Poor earnings, legal overhang, a dwindling dividend and public backlash have hampered the company's prospects in the nearly two years since the spill. While the recent improved earnings certainly took away one of the major problems, BP's huge liability issues were still cause for concern for investors.
However, shareholders recently received some good news on the legal front. With shares of the oil major roughly 13% higher this year and trading near a 52-week high, the question remains: Is BP a buy?
Not out of the woods yet
Chalk one up for BP's legal department. The company announced on March 3 that it had reached a settlement with the various condominium owners, fishermen, restaurateurs and other individuals whose livelihoods were damaged by the Macondo disaster. The Plaintiffs' Steering Committee (PSC) settled with BP for nearly $7.8 billion, far less than the predicted payout amounts of nearly $14 billion.
The settlement, which helps BP avoid a monster-sized trial in New Orleans federal court, could help speed payments to those affected and could be seen as a major step in putting the spill behind it. Through the Gulf Coast Claims Facility trust, BP has already paid out about $6.1 billion to compensate victims. The latest settlement will be in addition to that.
While the civil settlement is a major milestone, BP still has to face its toughest opponent yet: The federal government. Two U.S. government probes have placed most of the blame for the rig explosion squarely on BP, alleviating Halliburton (HAL) and Transocean (RIG) of much of their legal responsibility.
The Justice Department is set to begun its suit soon, with stiff pollution-law penalties expected. BP could still face as much as $17.6 billion in fines stemming from the Clean Water Act. The energy firm has set aside roughly $3.5 billion for potential environmental penalties.
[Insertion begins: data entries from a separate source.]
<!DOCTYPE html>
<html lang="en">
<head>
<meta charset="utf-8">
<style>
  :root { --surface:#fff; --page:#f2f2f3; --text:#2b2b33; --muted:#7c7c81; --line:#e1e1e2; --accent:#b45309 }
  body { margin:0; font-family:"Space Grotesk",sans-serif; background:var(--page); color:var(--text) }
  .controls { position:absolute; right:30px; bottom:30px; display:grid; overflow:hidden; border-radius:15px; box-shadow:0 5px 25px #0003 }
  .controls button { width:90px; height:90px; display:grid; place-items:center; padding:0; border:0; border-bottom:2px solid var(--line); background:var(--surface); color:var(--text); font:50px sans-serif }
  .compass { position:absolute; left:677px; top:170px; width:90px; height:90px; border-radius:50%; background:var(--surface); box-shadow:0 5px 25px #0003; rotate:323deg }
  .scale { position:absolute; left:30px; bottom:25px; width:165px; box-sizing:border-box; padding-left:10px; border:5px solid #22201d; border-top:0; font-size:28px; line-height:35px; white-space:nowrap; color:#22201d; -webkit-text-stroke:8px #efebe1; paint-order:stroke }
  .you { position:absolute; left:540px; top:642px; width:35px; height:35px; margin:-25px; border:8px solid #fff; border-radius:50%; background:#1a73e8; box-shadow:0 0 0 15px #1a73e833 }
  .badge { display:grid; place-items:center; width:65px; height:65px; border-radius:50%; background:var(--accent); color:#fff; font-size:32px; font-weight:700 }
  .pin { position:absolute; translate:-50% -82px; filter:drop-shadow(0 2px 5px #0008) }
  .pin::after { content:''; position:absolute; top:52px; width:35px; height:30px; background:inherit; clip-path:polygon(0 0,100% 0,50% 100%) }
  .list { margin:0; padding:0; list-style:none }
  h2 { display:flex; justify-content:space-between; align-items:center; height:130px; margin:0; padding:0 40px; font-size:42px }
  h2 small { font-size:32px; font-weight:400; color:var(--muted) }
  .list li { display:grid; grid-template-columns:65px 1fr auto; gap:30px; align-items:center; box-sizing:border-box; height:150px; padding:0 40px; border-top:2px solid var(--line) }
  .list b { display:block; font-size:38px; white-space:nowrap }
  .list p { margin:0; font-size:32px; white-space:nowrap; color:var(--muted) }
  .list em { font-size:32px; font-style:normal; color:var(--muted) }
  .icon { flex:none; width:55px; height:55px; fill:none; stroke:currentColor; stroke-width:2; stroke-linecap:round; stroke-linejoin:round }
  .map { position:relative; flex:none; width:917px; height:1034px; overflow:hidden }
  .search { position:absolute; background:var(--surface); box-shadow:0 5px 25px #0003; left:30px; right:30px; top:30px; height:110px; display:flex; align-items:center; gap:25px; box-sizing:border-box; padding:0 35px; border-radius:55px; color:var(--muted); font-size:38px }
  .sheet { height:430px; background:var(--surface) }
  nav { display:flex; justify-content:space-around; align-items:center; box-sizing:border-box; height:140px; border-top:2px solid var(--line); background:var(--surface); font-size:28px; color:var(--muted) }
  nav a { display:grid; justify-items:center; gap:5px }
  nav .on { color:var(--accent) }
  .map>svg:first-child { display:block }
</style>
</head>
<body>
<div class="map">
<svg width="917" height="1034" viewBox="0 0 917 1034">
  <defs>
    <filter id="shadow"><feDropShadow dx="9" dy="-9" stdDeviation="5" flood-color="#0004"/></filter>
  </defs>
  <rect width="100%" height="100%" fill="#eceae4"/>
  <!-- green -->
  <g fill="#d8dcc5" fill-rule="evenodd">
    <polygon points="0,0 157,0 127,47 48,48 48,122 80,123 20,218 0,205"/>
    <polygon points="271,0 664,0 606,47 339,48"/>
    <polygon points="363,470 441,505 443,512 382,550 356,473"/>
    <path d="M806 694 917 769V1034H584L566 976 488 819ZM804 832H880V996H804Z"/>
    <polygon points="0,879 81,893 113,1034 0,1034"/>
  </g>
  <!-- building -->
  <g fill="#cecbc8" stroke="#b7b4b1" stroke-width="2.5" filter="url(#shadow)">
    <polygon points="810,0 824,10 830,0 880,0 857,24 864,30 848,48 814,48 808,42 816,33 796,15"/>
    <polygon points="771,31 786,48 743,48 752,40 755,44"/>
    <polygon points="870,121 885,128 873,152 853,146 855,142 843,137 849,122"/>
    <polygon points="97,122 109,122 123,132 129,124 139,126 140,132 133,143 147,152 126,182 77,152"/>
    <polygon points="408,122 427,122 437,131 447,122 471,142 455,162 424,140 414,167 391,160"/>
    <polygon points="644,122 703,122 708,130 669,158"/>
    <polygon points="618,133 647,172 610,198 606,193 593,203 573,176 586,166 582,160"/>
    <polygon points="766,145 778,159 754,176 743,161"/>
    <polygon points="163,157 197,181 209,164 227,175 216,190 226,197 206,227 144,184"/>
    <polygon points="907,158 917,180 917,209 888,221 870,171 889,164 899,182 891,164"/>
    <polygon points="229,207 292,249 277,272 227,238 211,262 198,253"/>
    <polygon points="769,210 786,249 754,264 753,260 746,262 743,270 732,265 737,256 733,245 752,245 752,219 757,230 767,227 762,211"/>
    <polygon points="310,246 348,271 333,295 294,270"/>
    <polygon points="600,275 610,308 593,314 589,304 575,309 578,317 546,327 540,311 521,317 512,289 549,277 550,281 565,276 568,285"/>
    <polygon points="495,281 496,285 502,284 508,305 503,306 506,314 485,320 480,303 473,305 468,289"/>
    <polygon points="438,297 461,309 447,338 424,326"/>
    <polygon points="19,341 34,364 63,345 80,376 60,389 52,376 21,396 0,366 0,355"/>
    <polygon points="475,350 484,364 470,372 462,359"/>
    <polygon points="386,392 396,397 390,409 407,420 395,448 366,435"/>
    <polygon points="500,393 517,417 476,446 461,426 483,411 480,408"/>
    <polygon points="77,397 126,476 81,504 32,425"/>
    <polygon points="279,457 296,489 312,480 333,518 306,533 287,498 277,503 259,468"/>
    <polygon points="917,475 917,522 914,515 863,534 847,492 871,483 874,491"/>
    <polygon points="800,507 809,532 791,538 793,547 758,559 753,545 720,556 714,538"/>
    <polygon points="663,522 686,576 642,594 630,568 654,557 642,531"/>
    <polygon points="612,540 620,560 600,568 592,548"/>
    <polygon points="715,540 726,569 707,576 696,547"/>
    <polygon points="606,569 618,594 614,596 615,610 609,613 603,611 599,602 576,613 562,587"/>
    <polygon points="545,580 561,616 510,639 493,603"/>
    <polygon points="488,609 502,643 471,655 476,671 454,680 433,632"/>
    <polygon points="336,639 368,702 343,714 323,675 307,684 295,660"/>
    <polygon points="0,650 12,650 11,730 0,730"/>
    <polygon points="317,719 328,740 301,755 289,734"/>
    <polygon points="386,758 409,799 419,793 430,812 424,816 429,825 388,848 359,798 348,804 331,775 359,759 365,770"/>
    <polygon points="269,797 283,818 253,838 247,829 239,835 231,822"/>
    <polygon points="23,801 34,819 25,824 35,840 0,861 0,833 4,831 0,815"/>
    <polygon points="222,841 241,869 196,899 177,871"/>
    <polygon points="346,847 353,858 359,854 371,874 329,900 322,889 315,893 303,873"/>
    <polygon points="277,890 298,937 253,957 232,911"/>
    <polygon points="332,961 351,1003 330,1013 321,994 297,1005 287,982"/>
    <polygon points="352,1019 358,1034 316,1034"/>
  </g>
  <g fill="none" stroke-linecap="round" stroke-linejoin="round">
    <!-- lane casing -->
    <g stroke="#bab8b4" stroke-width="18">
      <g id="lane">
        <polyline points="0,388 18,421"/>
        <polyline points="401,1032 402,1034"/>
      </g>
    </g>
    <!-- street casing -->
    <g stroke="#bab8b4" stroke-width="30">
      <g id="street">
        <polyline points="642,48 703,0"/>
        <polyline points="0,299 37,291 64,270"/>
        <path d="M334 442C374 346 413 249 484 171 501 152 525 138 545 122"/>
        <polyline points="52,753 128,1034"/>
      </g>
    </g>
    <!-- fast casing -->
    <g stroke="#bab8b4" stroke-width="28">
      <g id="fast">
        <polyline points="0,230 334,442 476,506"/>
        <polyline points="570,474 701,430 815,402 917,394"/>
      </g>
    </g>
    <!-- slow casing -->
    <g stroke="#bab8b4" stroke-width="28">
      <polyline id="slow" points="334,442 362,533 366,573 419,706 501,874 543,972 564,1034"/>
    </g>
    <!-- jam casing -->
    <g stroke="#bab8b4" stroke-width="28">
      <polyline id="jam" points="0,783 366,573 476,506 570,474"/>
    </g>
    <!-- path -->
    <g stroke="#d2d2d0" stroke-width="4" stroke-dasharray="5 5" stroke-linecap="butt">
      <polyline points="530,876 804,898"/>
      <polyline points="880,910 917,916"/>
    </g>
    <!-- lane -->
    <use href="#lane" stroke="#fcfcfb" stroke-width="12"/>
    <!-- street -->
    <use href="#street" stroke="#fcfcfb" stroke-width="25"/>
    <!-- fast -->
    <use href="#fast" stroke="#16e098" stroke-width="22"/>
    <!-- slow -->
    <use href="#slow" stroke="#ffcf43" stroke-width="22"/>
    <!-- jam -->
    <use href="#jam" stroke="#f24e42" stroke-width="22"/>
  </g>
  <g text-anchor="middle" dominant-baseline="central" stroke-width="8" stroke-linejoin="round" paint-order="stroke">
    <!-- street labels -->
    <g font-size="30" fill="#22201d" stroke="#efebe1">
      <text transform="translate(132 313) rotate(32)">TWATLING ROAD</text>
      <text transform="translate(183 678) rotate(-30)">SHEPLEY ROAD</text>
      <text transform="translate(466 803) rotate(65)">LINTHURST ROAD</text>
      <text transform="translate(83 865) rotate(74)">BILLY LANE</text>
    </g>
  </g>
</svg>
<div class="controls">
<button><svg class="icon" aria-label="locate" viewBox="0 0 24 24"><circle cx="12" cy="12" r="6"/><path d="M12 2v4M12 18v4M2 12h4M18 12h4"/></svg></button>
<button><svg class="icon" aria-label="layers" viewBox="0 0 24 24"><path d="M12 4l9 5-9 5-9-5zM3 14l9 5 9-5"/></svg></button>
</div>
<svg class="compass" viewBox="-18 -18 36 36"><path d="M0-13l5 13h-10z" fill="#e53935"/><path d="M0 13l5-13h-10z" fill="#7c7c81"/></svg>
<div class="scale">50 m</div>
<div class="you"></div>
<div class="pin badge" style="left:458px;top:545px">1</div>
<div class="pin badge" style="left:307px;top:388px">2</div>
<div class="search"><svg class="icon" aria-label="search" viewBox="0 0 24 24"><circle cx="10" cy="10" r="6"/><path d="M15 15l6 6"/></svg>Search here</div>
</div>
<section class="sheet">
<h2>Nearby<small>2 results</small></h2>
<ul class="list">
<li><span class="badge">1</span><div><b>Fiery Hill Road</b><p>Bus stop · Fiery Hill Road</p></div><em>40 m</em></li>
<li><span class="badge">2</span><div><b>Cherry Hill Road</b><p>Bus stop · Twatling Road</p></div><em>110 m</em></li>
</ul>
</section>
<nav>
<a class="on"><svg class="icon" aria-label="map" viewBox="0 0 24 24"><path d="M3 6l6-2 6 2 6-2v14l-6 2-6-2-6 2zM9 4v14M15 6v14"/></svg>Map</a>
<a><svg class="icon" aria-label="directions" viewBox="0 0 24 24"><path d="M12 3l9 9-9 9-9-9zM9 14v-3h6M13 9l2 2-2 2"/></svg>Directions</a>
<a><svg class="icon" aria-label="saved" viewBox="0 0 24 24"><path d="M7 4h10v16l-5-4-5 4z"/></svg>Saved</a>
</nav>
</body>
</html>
However, the feds aren't the end of BP's legal woes. Five U.S. states, whose coasts were damaged by the spill, have also filed suit against the energy giant. In addition, many of BP's Deepwater Horizon partners, like Anadarko Petroleum (APC), have been jockeying with it over who should lay claim to the spill. These side battles certainly add pressure and take away assets from the main focus trial.
Finally, investors in BP shouldn't necessarily be too thrilled with the civil settlement. U.S. District Judge Carl Barbier, who in January ordered BP to uphold a compensatory-damage clause in its contract with Transocean, has to approve the $7.8 billion settlement. Given his hard-line stance toward BP already, it could yet be back to drawing board for the PSC and BP's lawyers.
So are the shares a buy?
Given the British energy giants legal woes, it's not surprising that it trades for a significantly lower valuation than many of its peers. As the price for crude has risen, many of BP's integrated rivals have seen their shares prices surge. Since the spill, shares of other majors like Conoco Phillips (COP) are nearly 40% higher. Despite its recent gains, BP still trades for about 15% below where it was at the day before the disaster in April 2010.
While that discount is tempting, it may not be enough. As BP has battled the spill and legal landscape, it's roughly two years behind its rivals in terms of exploration and production efforts. While a variety of other firms have begun to explore more unconventional assets and gain valuable reserves, BP has actually held asset sales to free cash.
Most recently, it sold its natural gas assets in Kansas to Line Energy (LINE) for $1.2 billion. So far, BP has disposed of assets worth almost $22.9 billion, less than half of the $50 billion it hopes to raise by 2014. By disposing of future cash-generating assets (those 2,400 wells could be quite valuable in a future filled with liquefied natural gas exporting), BP is seriously limiting its coming prospects.
So are BP shares a buy? As a small starter/satellite position, sure. Some analysts predict that BP could move about 25% higher on the recent settlement news. But as a long-term play, plenty of other energy majors offer stronger growth potential, better E&P prospects and none of the same legal liabilities. Investors would be better suited in any of them.
As of this writing, Aaron Levitt did not hold a position in any of the aforementioned securities.